五 子の年齢及び発達の程度に照らして子の意見を考慮することが適当である場合において、子が常居所地国に返還されることを拒んでいること。

六 常居所地国に子を返還することが日本国における人権及び基本的自由の保護に関する基本原則により認められないものであること。

その後、申立人の自宅が競売にかけられ、明け渡すという事件があった後に、申立人は代替執行を申し立てた。

しかし、その代替執行において、執行官は、特に11歳の双子が申立人との会話で帰国を拒絶していることから、「執行を続けると長男及び二男の心身に有害な影響を及ぼすおそれがあることなどから,その目的を達することができないものとして,執行不能により終了」とした。

子奪取条約実施規則89条

次に掲げる場合において、解放実施の目的を達することができないときは、 執行官は、解放実施に係る事件を終了させることができる。
一 解放実施を行うべき場所において債務者又は子に出会わないとき。
二 解放実施を行うべき場所において債務者及び子に出会ったにもかかわらず、子の監護を解くことができないとき。

こうした経緯の末、相手方である妻が、子奪取条約実施法117条による変更決定を申し立てたわけである。

第百十七条 子の返還を命ずる終局決定をした裁判所(略)は、子の返還を命ずる終局決定が確定した後に、事情の変更によりその決定を維持することを不当と認めるに至ったときは、当事者の申立てにより、その決定(略)を変更することができる。ただし、子が常居所地国に返還された後は、この限りでない。

最高裁は、執行不能となったことではなく、申立人が自宅を競売で手放したことについて、「本件子らが米国に返還された場合の抗告人による監護養育態勢が看過し得ない程度に悪化したという事情の変更が生じた」と認めて変更決定を妥当と判断した。

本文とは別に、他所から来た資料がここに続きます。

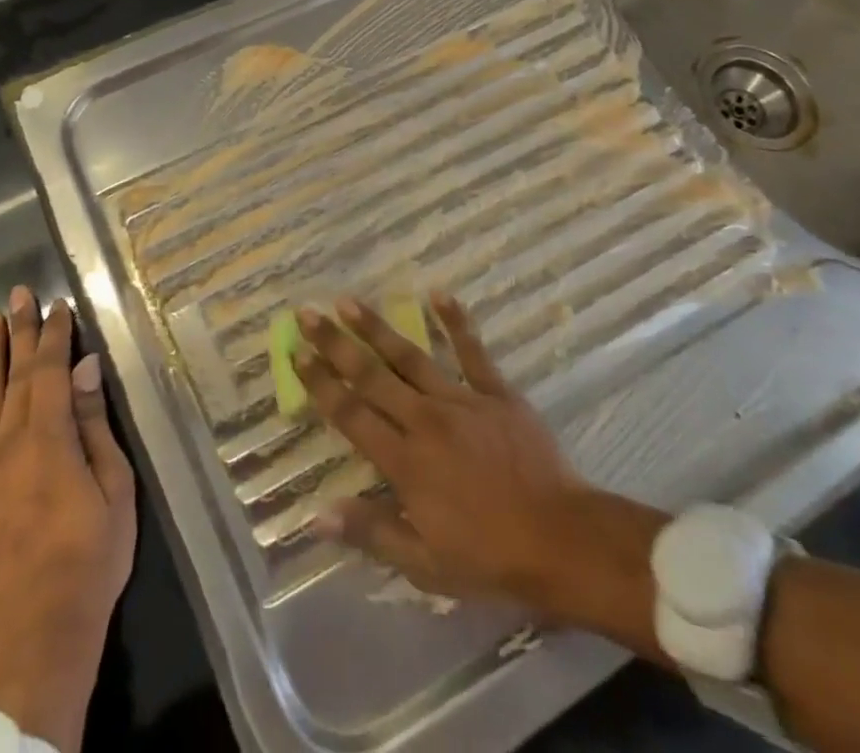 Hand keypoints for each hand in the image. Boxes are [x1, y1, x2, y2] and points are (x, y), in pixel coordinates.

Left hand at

以上が最高裁決定の内容だが、決定文だけ見ると色々と疑問は生じる。
そもそも返還拒否事由があると認めながら、なぜ返還を命じたのか? また、返還拒否事由としては3号の、申立人の同意承諾があったと言えそうな事例でもある。ただまあ28条1項柱書但書きの一切の事情はわからない。

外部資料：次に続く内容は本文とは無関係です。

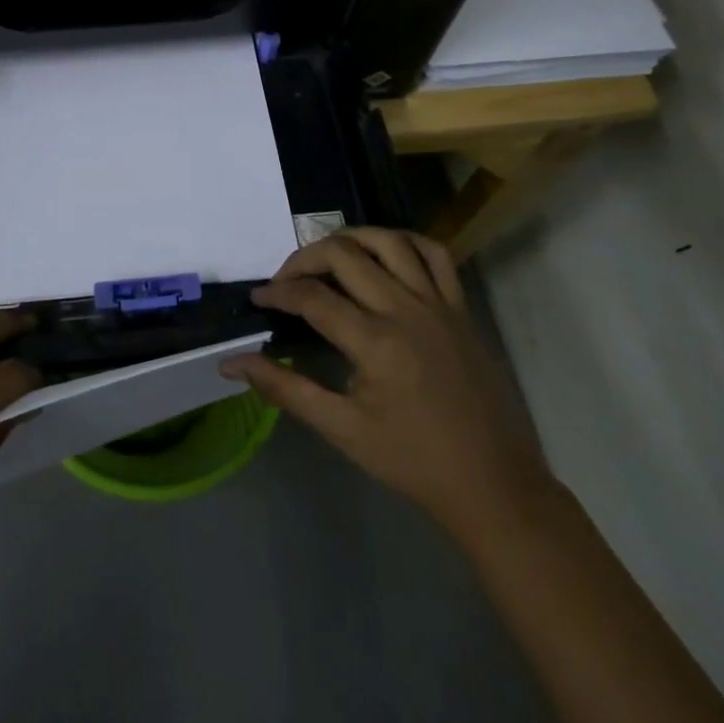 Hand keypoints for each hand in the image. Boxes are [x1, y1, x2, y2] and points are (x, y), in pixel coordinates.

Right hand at [221, 227, 552, 542]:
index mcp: (375, 342)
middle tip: (287, 280)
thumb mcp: (341, 429)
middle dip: (304, 258)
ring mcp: (438, 304)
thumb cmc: (411, 461)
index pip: (312, 297)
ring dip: (350, 238)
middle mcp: (405, 310)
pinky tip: (385, 251)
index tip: (258, 298)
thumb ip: (285, 390)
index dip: (277, 292)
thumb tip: (231, 364)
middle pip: (344, 255)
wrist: (492, 484)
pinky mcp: (460, 308)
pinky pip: (435, 254)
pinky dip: (406, 241)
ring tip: (328, 255)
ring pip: (388, 241)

一番大きい疑問は、既に変更前決定の段階で申立人の経済的基盤もなく、子どもたちの拒絶の意思も明確に示されていたにも拘わらず、申立人が住居を競売されたという点でもって事情変更があったと判断した点である。
この部分は、家を競売されたということそれ自体が決定的な事情変更というのではなく、それ以前から返還が妥当ではない諸事情があり、これに最後のひと押しとして加わった事情として競売があると見るべきなのであろう。
そして、本来ならば、子どもたちの意思とか生活環境とかは時間とともに移り変わるし、決定の執行を試みて判明する部分もあるのであり、そのような状況変化の方が117条の「事情の変更」として考慮するにふさわしいと思うのだが、そうではなくて申立人の経済的な状況の変化をあえて捉えたというところに、小池裕裁判官が補足意見で言及した「確定した終局決定を変更する実施法117条の適用には慎重」であるべきという思想の影響が見られる。つまり確定決定を覆す事情には、何らかのエポックメイキングな出来事が必要なのであり、変更前決定の時に既にあったことの再確認では足りないという解釈であろう。

私は、そのような外形的な変化がなくとも、子どもの意思が改めて示されたとか、執行を試みてもダメだったとか、そういう事情も総合考量して117条の適用を積極的にしていくべきであろうと考える。手続的な安定よりも、事案の適切な解決、特に子の利益の尊重のために適切な解決をするという方が優先すると考えるべきだからである。